With the playoff race coming down to the wire and the battle for top seeding in each conference raging on, the most anticipated game on last night’s schedule may have been the one between the two worst teams in the league. The Coyotes and Sabres met in a rematch of last week’s showdown, one that ended with Sabres fans cheering an overtime goal against their own team.
All of that is ridiculous, and it’s a situation the NHL had to know was coming. By going with a draft lottery system that guarantees the last-place team a top-two pick in a draft with two franchise players, the league all but guaranteed that things would get silly as we came down to the wire. The Sabres have been widely accused of tanking their entire season to ensure they get one of those two picks, and the Coyotes have given them a run for their money by trading away just about everyone with a pulse as the season wore on. Meanwhile, fans of other miserable teams like the Oilers and Maple Leafs watch with envy, wishing their teams could drop into the race for dead last. The whole thing is a mess, and the league should be embarrassed.
But while it’s easy enough to second-guess the NHL’s handling of the situation, I’m going to invoke my long-standing rule of hockey criticism: You don’t get to complain unless you can offer up a better idea. Luckily, when it comes to assigning draft order, there are plenty of other options available to the league. Some of those involve tweaks to the current way of doing things, others offer more radical changes, and still others discard the existing system entirely and come at the problem from a whole new angle.
You won’t like every idea below, but you’ll probably think at least a few of them would be improvements over what we’re stuck with now. So here are a dozen ways the NHL could go about the business of handing out draft picks, ranked in order from the least to most disruptive.
Option 1: Just keep things the way they are
We’ll start with the status quo. As a reminder, here’s how the system works today: All 14 teams that miss the playoffs are entered into a lottery, with the worst team getting the best shot at winning (20 percent) and the odds dropping from there. Whichever team wins moves up to the first overall pick, with everyone else slotted in based on the reverse of the final standings (meaning nobody can drop more than one spot).
And maybe that’s fine. After all, not everyone thinks the current system is a disaster. And even those who’d agree that this year’s silliness is a bad look for the league might argue that that’s mainly a result of a fairly unique set of circumstances — i.e., two blue-chip franchise players in the same draft. That’s a reasonably rare situation — the last time we’ve seen this sort of top two was probably back in 2004, when Alexander Ovechkin and Evgeni Malkin came in — so maybe there’s no need to panic over a problem that won’t be anywhere near as pronounced most seasons.
Biggest advantage: It would certainly be the easiest solution.
Biggest objection: The league has already decided against this approach, as we’ll see in the next section.

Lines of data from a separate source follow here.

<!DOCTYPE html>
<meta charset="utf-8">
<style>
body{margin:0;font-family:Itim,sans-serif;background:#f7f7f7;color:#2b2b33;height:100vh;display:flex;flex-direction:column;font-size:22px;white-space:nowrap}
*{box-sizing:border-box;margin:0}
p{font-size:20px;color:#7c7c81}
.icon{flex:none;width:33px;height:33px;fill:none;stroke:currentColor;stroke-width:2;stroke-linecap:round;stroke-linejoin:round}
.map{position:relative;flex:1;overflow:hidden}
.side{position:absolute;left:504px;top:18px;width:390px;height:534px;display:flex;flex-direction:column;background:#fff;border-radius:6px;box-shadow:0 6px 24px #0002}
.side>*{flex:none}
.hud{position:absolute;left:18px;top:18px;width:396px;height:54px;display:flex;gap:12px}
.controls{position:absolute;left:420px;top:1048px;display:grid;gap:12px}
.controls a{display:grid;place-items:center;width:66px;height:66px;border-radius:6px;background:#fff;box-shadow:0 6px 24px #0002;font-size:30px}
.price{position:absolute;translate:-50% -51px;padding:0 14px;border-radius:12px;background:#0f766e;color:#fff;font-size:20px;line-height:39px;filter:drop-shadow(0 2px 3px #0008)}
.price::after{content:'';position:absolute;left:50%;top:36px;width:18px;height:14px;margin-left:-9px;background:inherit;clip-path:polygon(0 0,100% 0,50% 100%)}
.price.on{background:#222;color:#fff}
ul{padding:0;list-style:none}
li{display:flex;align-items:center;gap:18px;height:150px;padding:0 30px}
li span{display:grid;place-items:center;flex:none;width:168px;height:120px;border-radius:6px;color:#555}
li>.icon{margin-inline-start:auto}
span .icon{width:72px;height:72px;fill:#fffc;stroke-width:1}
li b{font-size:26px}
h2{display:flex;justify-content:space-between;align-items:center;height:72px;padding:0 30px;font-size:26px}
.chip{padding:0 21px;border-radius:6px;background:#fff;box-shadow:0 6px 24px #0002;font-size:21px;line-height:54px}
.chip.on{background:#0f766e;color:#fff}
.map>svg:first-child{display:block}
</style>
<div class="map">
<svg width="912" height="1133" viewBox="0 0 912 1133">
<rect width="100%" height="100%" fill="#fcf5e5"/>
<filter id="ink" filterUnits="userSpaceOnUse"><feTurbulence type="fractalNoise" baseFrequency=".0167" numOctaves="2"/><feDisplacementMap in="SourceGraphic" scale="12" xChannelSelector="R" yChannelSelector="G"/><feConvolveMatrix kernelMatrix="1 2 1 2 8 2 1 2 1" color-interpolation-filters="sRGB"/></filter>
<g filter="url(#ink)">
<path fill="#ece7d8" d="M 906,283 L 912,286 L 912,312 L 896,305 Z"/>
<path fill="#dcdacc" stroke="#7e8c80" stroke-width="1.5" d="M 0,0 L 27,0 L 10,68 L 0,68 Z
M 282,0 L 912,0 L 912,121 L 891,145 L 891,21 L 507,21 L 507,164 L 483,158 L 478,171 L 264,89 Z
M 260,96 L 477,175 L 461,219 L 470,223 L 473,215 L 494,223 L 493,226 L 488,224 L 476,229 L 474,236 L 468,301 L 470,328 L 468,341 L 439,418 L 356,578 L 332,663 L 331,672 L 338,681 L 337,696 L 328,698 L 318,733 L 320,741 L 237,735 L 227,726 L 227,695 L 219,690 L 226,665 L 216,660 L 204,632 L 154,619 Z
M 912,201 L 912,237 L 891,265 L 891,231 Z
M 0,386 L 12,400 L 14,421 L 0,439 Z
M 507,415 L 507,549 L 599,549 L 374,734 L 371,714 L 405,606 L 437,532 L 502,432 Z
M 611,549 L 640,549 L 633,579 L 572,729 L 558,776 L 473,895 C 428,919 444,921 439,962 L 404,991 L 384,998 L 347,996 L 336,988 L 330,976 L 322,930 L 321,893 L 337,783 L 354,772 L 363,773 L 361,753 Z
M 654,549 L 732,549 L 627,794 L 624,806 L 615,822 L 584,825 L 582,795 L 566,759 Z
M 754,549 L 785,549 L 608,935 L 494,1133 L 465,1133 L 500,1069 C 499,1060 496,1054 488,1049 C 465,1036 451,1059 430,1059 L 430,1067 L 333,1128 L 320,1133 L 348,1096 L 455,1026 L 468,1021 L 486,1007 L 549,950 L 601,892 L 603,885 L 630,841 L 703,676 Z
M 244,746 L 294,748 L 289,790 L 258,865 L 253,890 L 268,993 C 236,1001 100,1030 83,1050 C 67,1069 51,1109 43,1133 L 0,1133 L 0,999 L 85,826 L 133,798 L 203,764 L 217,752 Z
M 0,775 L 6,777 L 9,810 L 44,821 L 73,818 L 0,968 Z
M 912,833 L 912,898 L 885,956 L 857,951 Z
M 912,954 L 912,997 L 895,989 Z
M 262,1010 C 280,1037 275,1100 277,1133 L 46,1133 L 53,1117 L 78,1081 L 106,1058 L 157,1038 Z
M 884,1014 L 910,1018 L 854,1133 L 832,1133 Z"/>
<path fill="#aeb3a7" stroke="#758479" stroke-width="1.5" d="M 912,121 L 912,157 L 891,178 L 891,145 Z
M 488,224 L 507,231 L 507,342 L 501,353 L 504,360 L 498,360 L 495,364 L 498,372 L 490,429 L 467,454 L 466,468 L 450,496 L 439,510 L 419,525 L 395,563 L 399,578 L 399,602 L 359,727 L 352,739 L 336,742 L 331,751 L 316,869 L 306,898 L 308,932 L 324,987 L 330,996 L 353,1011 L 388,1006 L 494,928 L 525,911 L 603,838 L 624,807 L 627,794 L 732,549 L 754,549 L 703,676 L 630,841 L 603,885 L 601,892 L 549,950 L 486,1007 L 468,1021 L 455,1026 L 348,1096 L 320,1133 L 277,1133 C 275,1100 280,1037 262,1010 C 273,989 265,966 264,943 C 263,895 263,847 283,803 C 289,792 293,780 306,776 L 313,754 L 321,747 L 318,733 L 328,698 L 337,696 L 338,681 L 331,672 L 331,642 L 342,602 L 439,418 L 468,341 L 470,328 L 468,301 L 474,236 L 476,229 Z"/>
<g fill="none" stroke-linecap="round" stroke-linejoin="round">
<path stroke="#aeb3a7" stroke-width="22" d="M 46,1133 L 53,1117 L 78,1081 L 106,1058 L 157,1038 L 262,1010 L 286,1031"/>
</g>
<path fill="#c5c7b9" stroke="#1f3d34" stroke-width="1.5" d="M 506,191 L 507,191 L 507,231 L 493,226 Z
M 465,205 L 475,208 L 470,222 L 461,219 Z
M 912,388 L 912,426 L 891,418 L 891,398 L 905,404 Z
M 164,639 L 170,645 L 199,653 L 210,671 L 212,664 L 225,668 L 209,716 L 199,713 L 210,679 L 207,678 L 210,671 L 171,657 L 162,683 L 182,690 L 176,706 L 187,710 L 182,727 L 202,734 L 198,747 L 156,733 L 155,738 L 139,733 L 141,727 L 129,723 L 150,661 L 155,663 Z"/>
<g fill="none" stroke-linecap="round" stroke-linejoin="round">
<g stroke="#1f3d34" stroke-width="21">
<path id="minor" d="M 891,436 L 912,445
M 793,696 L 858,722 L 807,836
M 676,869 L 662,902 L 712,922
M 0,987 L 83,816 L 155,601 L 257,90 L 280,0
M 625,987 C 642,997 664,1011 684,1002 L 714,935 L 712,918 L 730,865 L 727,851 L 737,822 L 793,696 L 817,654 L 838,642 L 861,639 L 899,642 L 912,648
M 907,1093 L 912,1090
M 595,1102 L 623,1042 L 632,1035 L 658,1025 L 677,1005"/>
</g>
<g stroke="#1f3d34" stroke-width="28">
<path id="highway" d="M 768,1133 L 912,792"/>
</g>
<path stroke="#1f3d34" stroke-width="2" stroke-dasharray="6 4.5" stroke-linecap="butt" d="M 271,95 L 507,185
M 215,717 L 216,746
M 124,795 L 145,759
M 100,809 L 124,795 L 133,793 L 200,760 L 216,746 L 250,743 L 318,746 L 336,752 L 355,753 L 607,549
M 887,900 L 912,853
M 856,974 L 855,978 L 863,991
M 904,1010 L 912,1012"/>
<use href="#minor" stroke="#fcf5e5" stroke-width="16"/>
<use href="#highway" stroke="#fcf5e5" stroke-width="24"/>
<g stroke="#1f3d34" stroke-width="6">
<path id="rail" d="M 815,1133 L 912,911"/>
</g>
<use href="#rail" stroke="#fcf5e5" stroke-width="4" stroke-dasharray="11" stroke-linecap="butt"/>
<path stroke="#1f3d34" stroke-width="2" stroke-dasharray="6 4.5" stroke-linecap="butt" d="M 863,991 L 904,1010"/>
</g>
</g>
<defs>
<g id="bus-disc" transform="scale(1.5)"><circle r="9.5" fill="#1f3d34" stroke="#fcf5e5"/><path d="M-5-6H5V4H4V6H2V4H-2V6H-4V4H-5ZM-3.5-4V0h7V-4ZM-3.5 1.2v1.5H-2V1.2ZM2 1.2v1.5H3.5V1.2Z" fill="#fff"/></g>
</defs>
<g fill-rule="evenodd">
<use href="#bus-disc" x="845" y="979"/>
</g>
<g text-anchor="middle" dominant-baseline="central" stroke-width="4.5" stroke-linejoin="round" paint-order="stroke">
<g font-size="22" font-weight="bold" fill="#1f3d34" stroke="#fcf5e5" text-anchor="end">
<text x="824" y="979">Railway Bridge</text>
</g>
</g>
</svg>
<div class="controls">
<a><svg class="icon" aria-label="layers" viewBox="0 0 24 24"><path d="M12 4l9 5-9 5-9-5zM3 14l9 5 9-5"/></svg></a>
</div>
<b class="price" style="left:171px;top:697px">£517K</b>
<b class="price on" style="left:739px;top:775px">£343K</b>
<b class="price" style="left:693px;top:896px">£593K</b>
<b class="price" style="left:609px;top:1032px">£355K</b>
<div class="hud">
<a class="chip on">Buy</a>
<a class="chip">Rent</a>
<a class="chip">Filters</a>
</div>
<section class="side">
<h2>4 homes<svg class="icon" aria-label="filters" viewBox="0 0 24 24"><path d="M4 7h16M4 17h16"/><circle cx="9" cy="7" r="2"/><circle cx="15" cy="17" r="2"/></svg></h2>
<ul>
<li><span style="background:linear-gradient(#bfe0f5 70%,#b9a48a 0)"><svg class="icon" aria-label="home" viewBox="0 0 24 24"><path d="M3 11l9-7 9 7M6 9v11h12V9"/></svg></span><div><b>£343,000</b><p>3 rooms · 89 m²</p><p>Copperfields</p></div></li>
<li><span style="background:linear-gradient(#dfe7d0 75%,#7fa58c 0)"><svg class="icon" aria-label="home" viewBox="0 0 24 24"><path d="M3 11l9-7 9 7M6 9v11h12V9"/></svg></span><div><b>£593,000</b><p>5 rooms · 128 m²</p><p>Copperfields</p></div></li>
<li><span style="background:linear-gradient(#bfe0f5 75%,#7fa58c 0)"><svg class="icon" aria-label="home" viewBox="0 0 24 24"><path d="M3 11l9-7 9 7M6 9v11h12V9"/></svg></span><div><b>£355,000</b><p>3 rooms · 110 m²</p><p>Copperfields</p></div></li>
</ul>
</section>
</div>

Option 2: The same basic system, but we draw more than one winner
What if we kept the same general idea behind the current system — a weighted lottery involving all the non-playoff teams, with the same set of odds tilted in favor of those that finished further down in the standings — but drew more than one winning number? Like, purely for the sake of argument, three?
That would mean you’d have three lottery winners, and they’d get the first three picks in the draft. Other teams could drop as many as three spots, so the team that finished in last place overall could end up picking as far down as fourth.
A system like that wouldn’t eliminate tanking, and it wouldn’t discourage fans from rooting against their own team to get better odds. But it would at least reduce the incentive to mount an all-out campaign to finish dead last, and it would prevent a situation like this year, when the reward for being terrible is a guaranteed chance to draft a franchise player.
Biggest advantage: The NHL has already decided to do it. The system I just described was approved last summer, and will go into effect next season.
Biggest objection: Other than not going far enough, the biggest problem with the league’s new system is that the NHL didn’t implement it for this season. That was understandable — you could argue that it’s unfair to shift the odds around on short notice — but in hindsight, the league should have pushed to get the change done before the offseason started. Don’t like it, bad teams? Make some moves and don’t finish dead last.
Option 3: Keep the weighted lottery, but establish a floor
This is a relatively new idea; I saw it for the first time a few weeks ago in a post on a Coyotes blog. Essentially, you’d keep the existing system, but establish a minimum points threshold that teams would have to hit to be eligible for the draft lottery. Maybe it’s a firm number, or maybe it shifts based on how the league as a whole is performing, but the core idea remains the same: If a team can’t meet that minimum threshold of on-ice respectability, then it loses its eligibility for the lottery.
Biggest advantage: Teams couldn’t blatantly tank if they knew they had to maintain some minimal degree of competitiveness. And you’d occasionally get late-season situations in which bad teams had to win their way into the lottery, which would be fun to watch.
Biggest objection: We’d probably spend the entire offseason arguing over what exactly the cutoff should be. And while we all hate tankers, sometimes a team finishes last because it really did get hit by a massive wave of bad luck; those teams could end up missing the cutoff even though they weren’t trying to tank.